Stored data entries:
▬▬▬▬▬▬▬▬▬▬

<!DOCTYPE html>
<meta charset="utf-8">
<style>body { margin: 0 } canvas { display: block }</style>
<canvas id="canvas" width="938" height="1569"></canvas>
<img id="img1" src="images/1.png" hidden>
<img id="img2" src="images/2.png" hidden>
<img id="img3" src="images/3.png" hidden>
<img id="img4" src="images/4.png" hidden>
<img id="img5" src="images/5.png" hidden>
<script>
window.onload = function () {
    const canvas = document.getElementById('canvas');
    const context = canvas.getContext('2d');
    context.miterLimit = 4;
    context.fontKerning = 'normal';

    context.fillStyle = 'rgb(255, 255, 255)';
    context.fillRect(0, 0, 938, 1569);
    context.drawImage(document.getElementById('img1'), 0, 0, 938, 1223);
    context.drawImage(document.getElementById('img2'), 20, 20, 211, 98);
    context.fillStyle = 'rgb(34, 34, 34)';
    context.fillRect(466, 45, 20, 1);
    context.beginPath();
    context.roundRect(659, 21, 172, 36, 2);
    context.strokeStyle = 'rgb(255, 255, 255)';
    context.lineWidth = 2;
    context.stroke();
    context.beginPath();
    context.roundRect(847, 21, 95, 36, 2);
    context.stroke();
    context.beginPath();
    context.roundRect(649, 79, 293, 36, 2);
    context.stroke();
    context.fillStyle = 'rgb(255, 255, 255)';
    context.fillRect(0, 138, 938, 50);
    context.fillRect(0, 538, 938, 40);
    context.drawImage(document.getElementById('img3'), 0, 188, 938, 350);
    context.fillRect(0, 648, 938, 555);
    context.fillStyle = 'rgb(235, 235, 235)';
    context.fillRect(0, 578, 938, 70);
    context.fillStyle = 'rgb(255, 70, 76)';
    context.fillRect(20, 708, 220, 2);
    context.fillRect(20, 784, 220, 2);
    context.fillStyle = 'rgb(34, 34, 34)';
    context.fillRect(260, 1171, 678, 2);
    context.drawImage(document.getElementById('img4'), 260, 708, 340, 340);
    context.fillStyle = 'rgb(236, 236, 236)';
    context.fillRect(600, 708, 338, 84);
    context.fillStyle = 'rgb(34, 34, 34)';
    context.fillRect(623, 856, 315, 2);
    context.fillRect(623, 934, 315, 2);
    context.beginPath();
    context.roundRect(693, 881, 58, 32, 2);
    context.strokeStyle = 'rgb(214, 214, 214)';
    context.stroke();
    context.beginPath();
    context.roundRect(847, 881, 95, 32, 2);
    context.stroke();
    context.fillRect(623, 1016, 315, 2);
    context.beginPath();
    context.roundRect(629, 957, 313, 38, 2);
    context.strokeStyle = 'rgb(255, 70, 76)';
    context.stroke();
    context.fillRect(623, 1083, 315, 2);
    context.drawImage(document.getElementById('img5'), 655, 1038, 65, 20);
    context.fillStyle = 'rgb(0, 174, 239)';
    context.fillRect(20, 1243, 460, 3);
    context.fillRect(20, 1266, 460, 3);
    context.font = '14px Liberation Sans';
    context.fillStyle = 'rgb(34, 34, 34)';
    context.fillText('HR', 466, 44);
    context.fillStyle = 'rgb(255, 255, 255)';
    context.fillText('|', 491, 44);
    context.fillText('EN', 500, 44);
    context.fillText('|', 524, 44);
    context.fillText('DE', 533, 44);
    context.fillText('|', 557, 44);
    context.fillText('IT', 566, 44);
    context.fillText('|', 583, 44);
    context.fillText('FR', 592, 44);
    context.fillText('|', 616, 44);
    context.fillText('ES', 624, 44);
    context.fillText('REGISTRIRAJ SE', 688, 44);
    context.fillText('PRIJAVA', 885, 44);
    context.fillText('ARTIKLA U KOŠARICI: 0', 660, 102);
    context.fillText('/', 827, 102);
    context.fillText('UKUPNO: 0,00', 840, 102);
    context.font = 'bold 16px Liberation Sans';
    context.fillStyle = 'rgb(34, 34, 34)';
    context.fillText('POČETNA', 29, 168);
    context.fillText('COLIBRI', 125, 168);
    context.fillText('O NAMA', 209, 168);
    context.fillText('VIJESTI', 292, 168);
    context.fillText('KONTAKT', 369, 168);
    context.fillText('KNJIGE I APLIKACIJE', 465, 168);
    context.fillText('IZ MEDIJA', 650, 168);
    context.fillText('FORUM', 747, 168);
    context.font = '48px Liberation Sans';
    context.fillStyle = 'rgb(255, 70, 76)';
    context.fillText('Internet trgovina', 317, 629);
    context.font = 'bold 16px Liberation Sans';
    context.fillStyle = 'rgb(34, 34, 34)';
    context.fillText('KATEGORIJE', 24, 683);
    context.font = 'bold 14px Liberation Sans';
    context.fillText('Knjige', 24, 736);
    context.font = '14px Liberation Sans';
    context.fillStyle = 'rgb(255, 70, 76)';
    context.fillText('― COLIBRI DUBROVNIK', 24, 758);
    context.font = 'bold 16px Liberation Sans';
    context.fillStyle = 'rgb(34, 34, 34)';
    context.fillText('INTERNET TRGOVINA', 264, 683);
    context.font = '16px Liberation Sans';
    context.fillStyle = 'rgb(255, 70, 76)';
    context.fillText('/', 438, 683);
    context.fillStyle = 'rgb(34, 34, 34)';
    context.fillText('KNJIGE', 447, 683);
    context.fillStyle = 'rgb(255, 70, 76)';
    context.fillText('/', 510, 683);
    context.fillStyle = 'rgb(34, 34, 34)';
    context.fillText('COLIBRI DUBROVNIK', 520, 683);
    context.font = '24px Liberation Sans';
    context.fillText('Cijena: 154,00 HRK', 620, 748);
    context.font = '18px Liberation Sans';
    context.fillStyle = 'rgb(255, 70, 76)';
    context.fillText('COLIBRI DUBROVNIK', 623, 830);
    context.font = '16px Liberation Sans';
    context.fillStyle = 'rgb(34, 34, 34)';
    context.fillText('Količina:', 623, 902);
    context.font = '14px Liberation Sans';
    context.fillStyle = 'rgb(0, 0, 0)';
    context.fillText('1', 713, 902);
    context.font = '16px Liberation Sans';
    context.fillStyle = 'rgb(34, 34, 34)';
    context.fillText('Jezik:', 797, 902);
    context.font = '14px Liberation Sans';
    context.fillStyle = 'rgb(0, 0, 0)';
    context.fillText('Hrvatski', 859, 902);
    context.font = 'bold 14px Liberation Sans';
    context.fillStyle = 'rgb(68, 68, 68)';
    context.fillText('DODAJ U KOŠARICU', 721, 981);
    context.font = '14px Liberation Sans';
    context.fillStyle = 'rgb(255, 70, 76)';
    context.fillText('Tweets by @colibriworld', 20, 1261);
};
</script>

▬▬▬▬▬▬▬▬▬▬

I'd like the lines above from the one with "context.strokeStyle = 'rgb(255, 255, 255)';" up to and including the one with "context.fillRect(0, 578, 938, 70);" copied exactly, with no other lines.

    context.strokeStyle = 'rgb(255, 255, 255)';
    context.lineWidth = 2;
    context.stroke();
    context.beginPath();
    context.roundRect(847, 21, 95, 36, 2);
    context.stroke();
    context.beginPath();
    context.roundRect(649, 79, 293, 36, 2);
    context.stroke();
    context.fillStyle = 'rgb(255, 255, 255)';
    context.fillRect(0, 138, 938, 50);
    context.fillRect(0, 538, 938, 40);
    context.drawImage(document.getElementById('img3'), 0, 188, 938, 350);
    context.fillRect(0, 648, 938, 555);
    context.fillStyle = 'rgb(235, 235, 235)';
    context.fillRect(0, 578, 938, 70);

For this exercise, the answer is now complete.